This isn’t to put the spotlight on anyone in particular who may or may not have contributed to the module; the driver is an absolute PITA, and without testing and very thorough reading of the docs of both nvidia and the various compositors (as well as source code here and there) it’s bloody hard to figure this stuff out; it also changes quite significantly over time.

But it is problematic that what NixOS sets up by default is quite frankly broken. It paints a picture of very spotty maintenance to me that prime still doesn’t work on wayland in 25.11. This is probably accurate; I don’t think many people have experience with all the use cases for nvidia GPUs, let alone all the different pieces of hardware to test those use cases with. Stepping up to continuously maintain the module isn’t a light responsibility (more on this later…).

It also definitely isn’t only NixOS’ fault; different nvidia hardware setups require very different configuration. Which leads to the other coin of the configuration overload problem: People can’t just cargo cult a config and get it right. Different GPU architectures require different options. What works for one GPU will not work for another, and there is no way to see at a glance which GPU a specific configuration applies to. Prime setups confuse things even more.

Still, nvidia has by a wide margin the largest market share in GPUs (~90% today, and they have dominated for the past 10-20 years), and hence we have many users with computers that have nvidia GPUs in them. The relative and absolute numbers are growing, too. I doubt the influx of nvidia problems will slow for at least another 3-5 years, and they’re bound to get quite bad for a while in the near future with the EOL of pre-turing GPUs.


So, what can we do about this?

For one, obviously we always need better maintenance for everything. I’d like to step up, but the situation isn’t great - I can’t step up for the use cases I have experience with (post-Turing desktop use) and try to improve the situation without potentially stepping on CUDA/datacenter user’s toes. I have no way to assert that any changes I’d make to the module don’t break those use cases.

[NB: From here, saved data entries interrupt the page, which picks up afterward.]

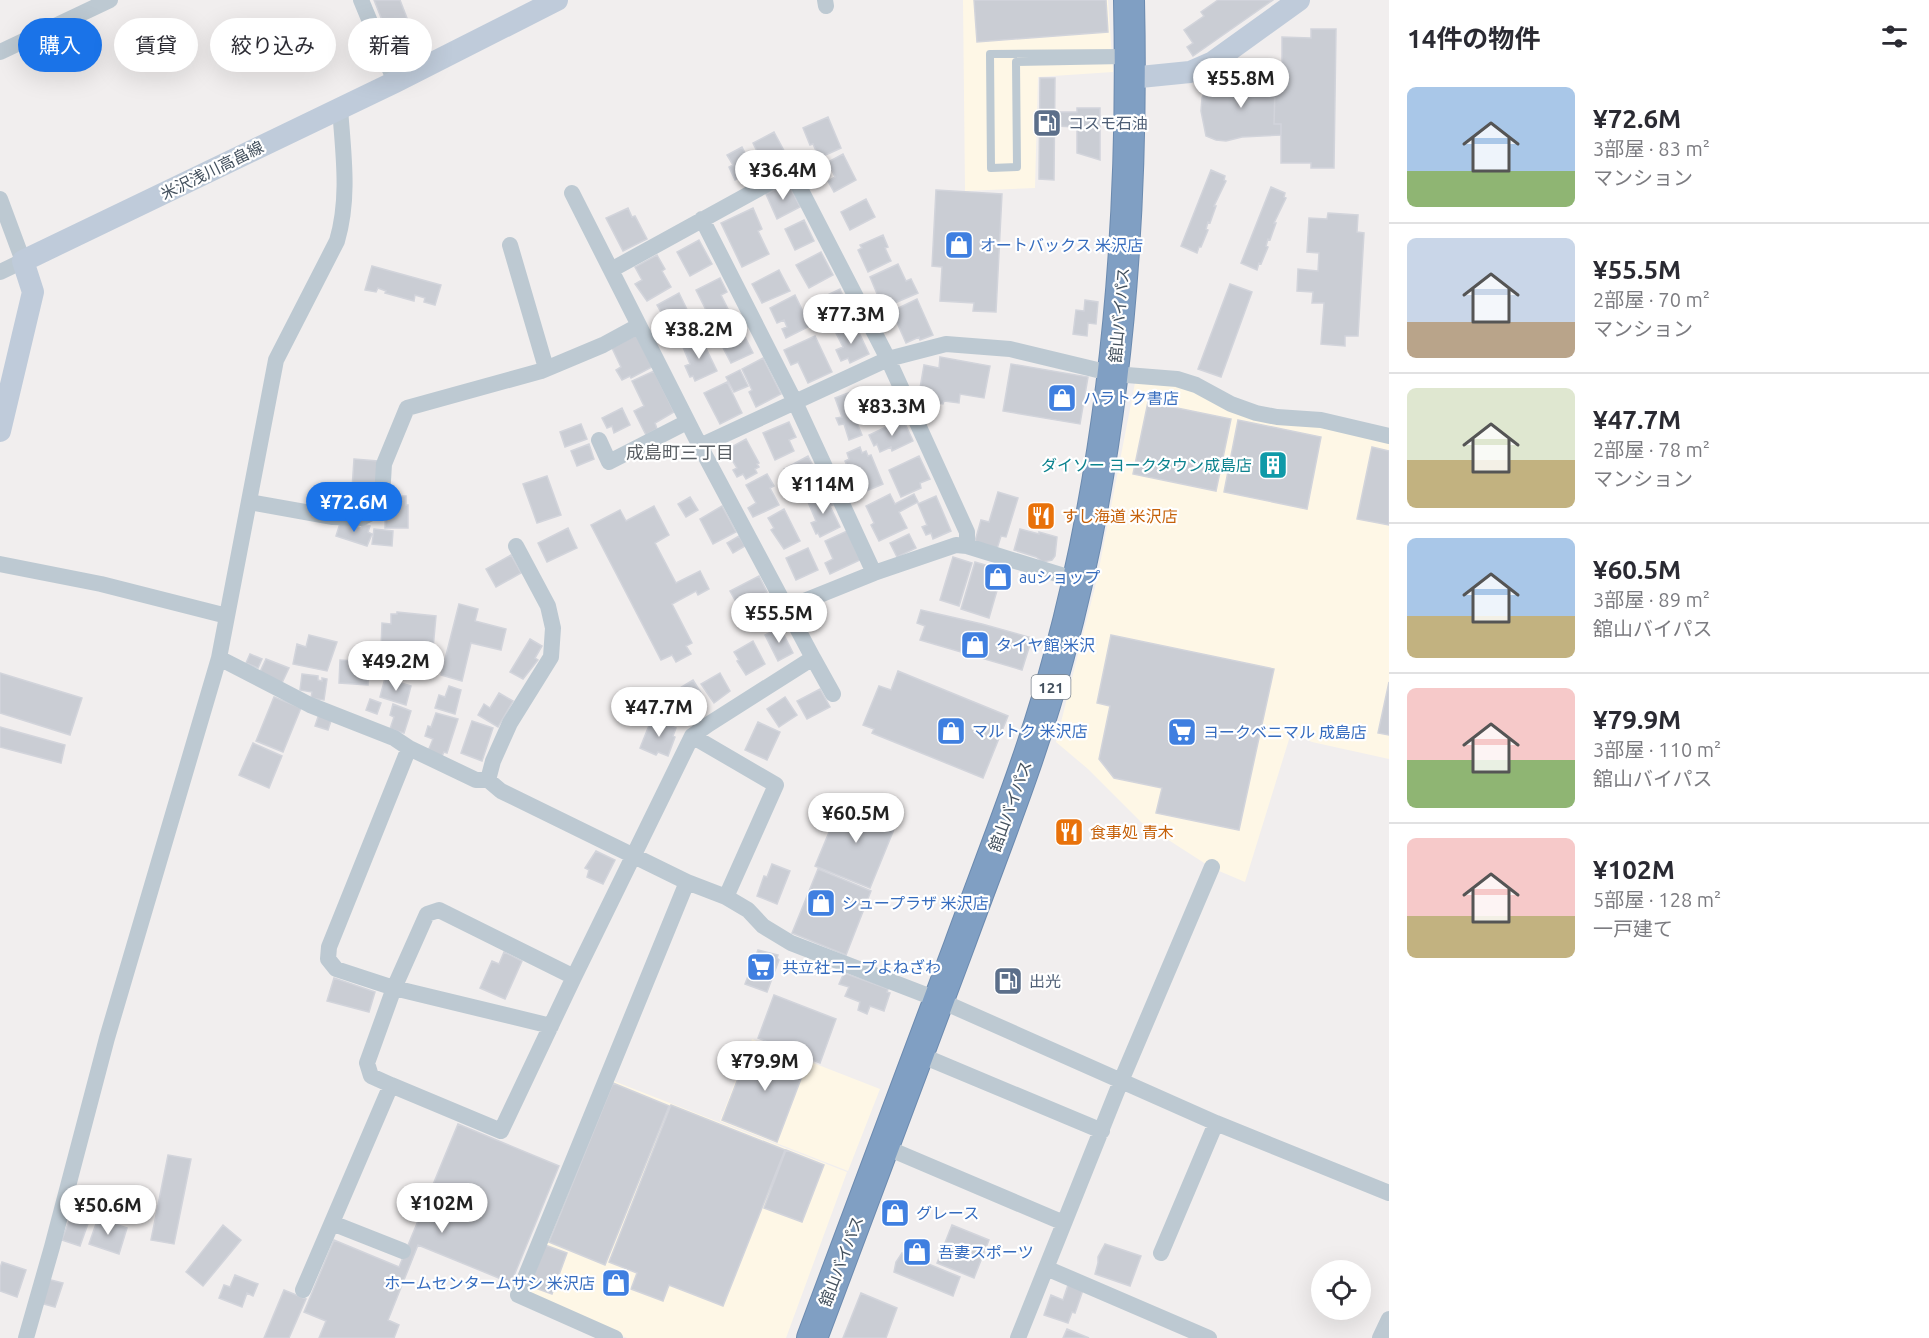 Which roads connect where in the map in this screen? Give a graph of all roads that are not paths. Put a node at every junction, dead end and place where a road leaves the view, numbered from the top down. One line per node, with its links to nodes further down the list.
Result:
1 (110, 0): 6 (street)
2 (361, 0): 8 (street)
3 (557, 0): 8 (main road, 米沢浅川高畠線)
4 (1129, 0): 7 (highway, 舘山バイパス / 121)
5 (1299, 0): 7 (main road)
6 (0, 52)
7 (1130, 64): 7 (lane); 20 (highway, 舘山バイパス / 121)
8 (394, 82): 9 (main road, 米沢浅川高畠線)
9 (340, 108): 14 (main road, 米沢浅川高畠線); 27 (street)
10 (572, 193): 15 (street)
11 (0, 199): 14 (street)
12 (702, 219): 15 (street); 18 (street); 21 (street)
13 (510, 245): 19 (street)
14 (23, 261): 16 (street); 23 (main road)
15 (610, 270): 17 (street)
16 (0, 272)
17 (638, 326): 19 (street); 22 (street)
18 (888, 359): 20 (street); 21 (street); 29 (street)
19 (546, 368): 27 (street)
20 (1114, 374): 24 (street); 32 (highway, 舘山バイパス / 121)
21 (795, 402): 26 (street); 31 (street)
22 (687, 422): 25 (street); 26 (street)
23 (0, 431)
24 (1389, 436)
25 (599, 440)
26 (700, 446): 33 (street)
27 (249, 502): 34 (street)
28 (516, 546): 40 (street)
29 (967, 546): 31 (street); 32 (street)
30 (0, 564): 34 (street)
31 (874, 573): 33 (street)
32 (1077, 580): 47 (highway, 舘山バイパス / 121)
33 (787, 608): 36 (street)
34 (227, 616): 35 (street)
35 (219, 658): 39 (street); 63 (street)
36 (813, 658): 37 (street); 38 (street)
37 (833, 694)
38 (692, 736): 41 (street); 44 (street)
39 (409, 748): 40 (street); 46 (street)
40 (488, 780): 41 (street)
41 (634, 856): 43 (street); 45 (street)
42 (1212, 867): 50 (street)
43 (687, 882): 44 (street); 64 (street)
44 (726, 897): 47 (street)
45 (574, 976): 46 (street); 48 (street)
46 (394, 988): 48 (street); 51 (street)
47 (939, 1000): 49 (highway, 舘山バイパス / 121); 50 (street)
48 (551, 1026): 51 (street)
49 (918, 1054): 53 (street); 54 (highway, 舘山バイパス / 121)
50 (1120, 1081): 52 (street); 53 (street)
51 (391, 1085): 56 (street)
52 (1216, 1123): 55 (street); 59 (street)
53 (1102, 1131): 57 (street)
54 (885, 1147): 57 (street); 65 (highway, 舘山バイパス / 121)
55 (1389, 1192)
56 (332, 1222): 58 (street); 61 (street)
57 (1065, 1223): 60 (street)
58 (403, 1251)
59 (1161, 1253)
60 (1046, 1268): 66 (street); 67 (street)
61 (303, 1290)
62 (1389, 1319): 68 (street)
63 (26, 1338)
64 (615, 1338)
65 (812, 1338)
66 (1018, 1338)
67 (1209, 1338)
68 (1380, 1338) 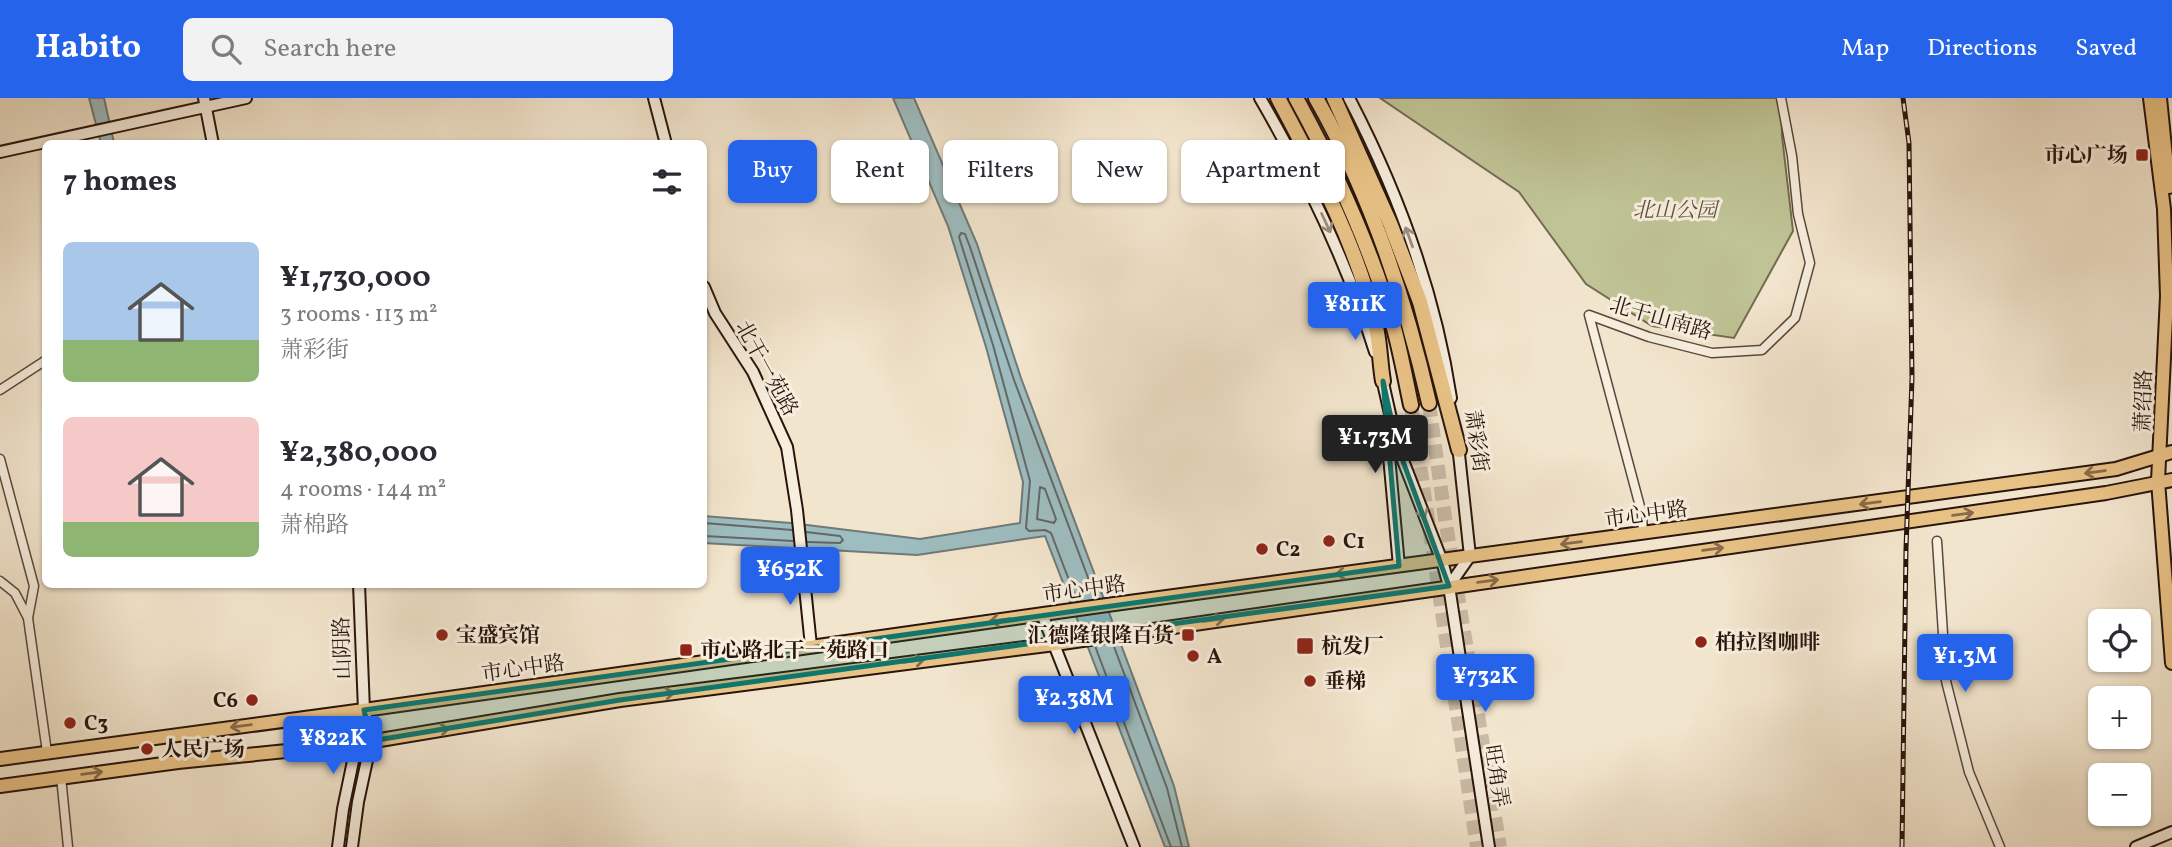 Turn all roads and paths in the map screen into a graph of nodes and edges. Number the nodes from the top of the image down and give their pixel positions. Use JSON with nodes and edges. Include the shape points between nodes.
{"nodes":[{"id":1,"x":246,"y":98,"type":"edge"},
{"id":2,"x":654,"y":98,"type":"edge"},
{"id":3,"x":1261,"y":98,"type":"edge"},
{"id":4,"x":1278,"y":98,"type":"edge"},
{"id":5,"x":1296,"y":98,"type":"edge"},
{"id":6,"x":1316,"y":98,"type":"edge"},
{"id":7,"x":1334,"y":98,"type":"edge"},
{"id":8,"x":1349,"y":98,"type":"edge"},
{"id":9,"x":1781,"y":98,"type":"edge"},
{"id":10,"x":2150,"y":98,"type":"edge"},
{"id":11,"x":2160,"y":98,"type":"edge"},
{"id":12,"x":204,"y":103,"type":"edge"},
{"id":13,"x":57,"y":140,"type":"edge"},
{"id":14,"x":212,"y":140,"type":"edge"},
{"id":15,"x":665,"y":140,"type":"edge"},
{"id":16,"x":42,"y":143,"type":"edge"},
{"id":17,"x":0,"y":152,"type":"edge"},
{"id":18,"x":2172,"y":215,"type":"edge"},
{"id":19,"x":707,"y":293,"type":"edge"},
{"id":20,"x":42,"y":363,"type":"edge"},
{"id":21,"x":1382,"y":382,"type":"junction"},
{"id":22,"x":0,"y":390,"type":"edge"},
{"id":23,"x":1429,"y":403,"type":"tunnel mouth"},
{"id":24,"x":1411,"y":405,"type":"tunnel mouth"},
{"id":25,"x":1459,"y":450,"type":"junction"},
{"id":26,"x":2166,"y":453,"type":"edge"},
{"id":27,"x":0,"y":459,"type":"edge"},
{"id":28,"x":2172,"y":480,"type":"edge"},
{"id":29,"x":2158,"y":481,"type":"junction"},
{"id":30,"x":1643,"y":534,"type":"junction"},
{"id":31,"x":1937,"y":541,"type":"dead end"},
{"id":32,"x":1470,"y":556,"type":"junction"},
{"id":33,"x":1442,"y":561,"type":"junction"},
{"id":34,"x":1399,"y":566,"type":"junction"},
{"id":35,"x":2166,"y":580,"type":"junction"},
{"id":36,"x":0,"y":581,"type":"edge"},
{"id":37,"x":1449,"y":586,"type":"junction"},
{"id":38,"x":359,"y":588,"type":"edge"},
{"id":39,"x":2172,"y":603,"type":"edge"},
{"id":40,"x":1042,"y":614,"type":"junction"},
{"id":41,"x":28,"y":618,"type":"junction"},
{"id":42,"x":1055,"y":643,"type":"junction"},
{"id":43,"x":811,"y":646,"type":"junction"},
{"id":44,"x":2172,"y":663,"type":"edge"},
{"id":45,"x":364,"y":710,"type":"junction"},
{"id":46,"x":371,"y":741,"type":"junction"},
{"id":47,"x":356,"y":744,"type":"junction"},
{"id":48,"x":47,"y":752,"type":"junction"},
{"id":49,"x":0,"y":759,"type":"edge"},
{"id":50,"x":61,"y":777,"type":"junction"},
{"id":51,"x":0,"y":786,"type":"edge"},
{"id":52,"x":2170,"y":833,"type":"edge"},
{"id":53,"x":68,"y":847,"type":"edge"},
{"id":54,"x":338,"y":847,"type":"edge"},
{"id":55,"x":352,"y":847,"type":"edge"},
{"id":56,"x":1134,"y":847,"type":"edge"},
{"id":57,"x":1489,"y":847,"type":"edge"},
{"id":58,"x":2000,"y":847,"type":"edge"},
{"id":59,"x":2136,"y":847,"type":"edge"}],
"edges":[{"from":1,"to":12,"type":"main road"},
{"from":2,"to":15,"type":"main road"},
{"from":3,"to":21,"type":"main road","one_way":true,"via":[[1336,244]]},
{"from":4,"to":21,"type":"highway","via":[[1355,262],[1376,329]]},
{"from":5,"to":24,"type":"highway","via":[[1367,248],[1393,323]]},
{"from":6,"to":23,"type":"highway","via":[[1383,242],[1411,326]]},
{"from":7,"to":25,"type":"highway","via":[[1420,302]]},
{"from":25,"to":8,"type":"main road","name":"萧彩街","one_way":true,"via":[[1430,295],[1388,180]]},
{"from":9,"to":30,"type":"street","name":"北干山南路","via":[[1810,263],[1795,318],[1762,350],[1712,353],[1589,315],[1642,514]]},
{"from":10,"to":26,"type":"main road","name":"萧绍路","via":[[2164,209]]},
{"from":11,"to":18,"type":"main road"},
{"from":12,"to":13,"type":"main road"},
{"from":12,"to":14,"type":"main road"},
{"from":16,"to":17,"type":"main road"},
{"from":19,"to":43,"type":"main road","name":"北干一苑路","via":[[726,333],[753,372],[787,447]]},
{"from":20,"to":22,"type":"street"},
{"from":21,"to":33,"type":"main road","one_way":true,"via":[[1397,445]]},
{"from":21,"to":34,"type":"main road"},
{"from":25,"to":32,"type":"main road","name":"萧彩街"},
{"from":26,"to":29,"type":"main road","name":"萧绍路"},
{"from":26,"to":30,"type":"main road","name":"市心中路","one_way":true,"via":[[2116,469]]},
{"from":27,"to":41,"type":"street","via":[[34,586]]},
{"from":28,"to":29,"type":"main road","name":"市心中路"},
{"from":29,"to":35,"type":"main road","name":"萧绍路"},
{"from":37,"to":29,"type":"main road","name":"市心中路","one_way":true,"via":[[2106,494]]},
{"from":30,"to":32,"type":"main road","name":"市心中路","one_way":true},
{"from":31,"to":58,"type":"street","via":[[1947,681],[1969,772]]},
{"from":32,"to":33,"type":"main road","name":"市心中路"},
{"from":32,"to":37,"type":"main road"},
{"from":33,"to":34,"type":"main road","name":"市心中路"},
{"from":33,"to":37,"type":"main road"},
{"from":34,"to":40,"type":"main road","name":"市心中路","one_way":true},
{"from":35,"to":39,"type":"main road"},
{"from":35,"to":44,"type":"main road"},
{"from":36,"to":41,"type":"street","via":[[15,593]]},
{"from":42,"to":37,"type":"main road","name":"市心中路","one_way":true},
{"from":37,"to":57,"type":"main road","name":"旺角弄"},
{"from":38,"to":45,"type":"main road","name":"山阴路"},
{"from":40,"to":42,"type":"main road"},
{"from":40,"to":43,"type":"main road","name":"市心中路","one_way":true},
{"from":41,"to":48,"type":"street"},
{"from":46,"to":42,"type":"main road","name":"市心中路","one_way":true,"via":[[620,700]]},
{"from":42,"to":56,"type":"main road"},
{"from":43,"to":45,"type":"main road","name":"市心中路"},
{"from":45,"to":46,"type":"main road","name":"山阴路"},
{"from":45,"to":47,"type":"main road","name":"山阴路"},
{"from":45,"to":48,"type":"main road","name":"市心中路","one_way":true},
{"from":46,"to":47,"type":"main road","name":"市心中路"},
{"from":46,"to":55,"type":"main road","name":"山阴路"},
{"from":50,"to":47,"type":"main road","name":"市心中路","one_way":true},
{"from":47,"to":54,"type":"main road","name":"山阴路"},
{"from":48,"to":49,"type":"main road","name":"市心中路"},
{"from":50,"to":51,"type":"main road","name":"市心中路"},
{"from":50,"to":53,"type":"street"},
{"from":52,"to":59,"type":"main road"}]}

Furthermore, tweaking defaults is unlikely to actually fix anything for the large majority of users who’ve copied a version of the nvidia config from a wiki or reddit post from 4 years ago; even if it did, it’s likely to break configuration for people who did not, but use a pre-turing (and sometimes pre-ampere) nvidia GPU.

So what I’d really like is to just… Throw out the entire thing and start from scratch. In my mind, a good solution would be to introduce a new hardware.nvidia.architecture option, which is set to an enum of nvidia architectures. This would condense all the mess into a simple abstraction that users can actually grok without reading the whole nvidia readme, and allow us to deal with the maintenance in a sane way that actually matches upstream recommendations, as well as simplify the whole legacy driver problem. This would necessitate deprecating all the existing nvidia options, though, since those will remain wrong for a good chunk of users simply because they are already set.

This comes from a position of ignorance around all the non-desktop use cases though. It’s also the type of thing that feels like it should be in the domain of nixos-hardware or similar. It feels like it’d be far too bold of me to sit down and write all of that, then just drop a PR that throws out something used - statistically - by 90% of NixOS users.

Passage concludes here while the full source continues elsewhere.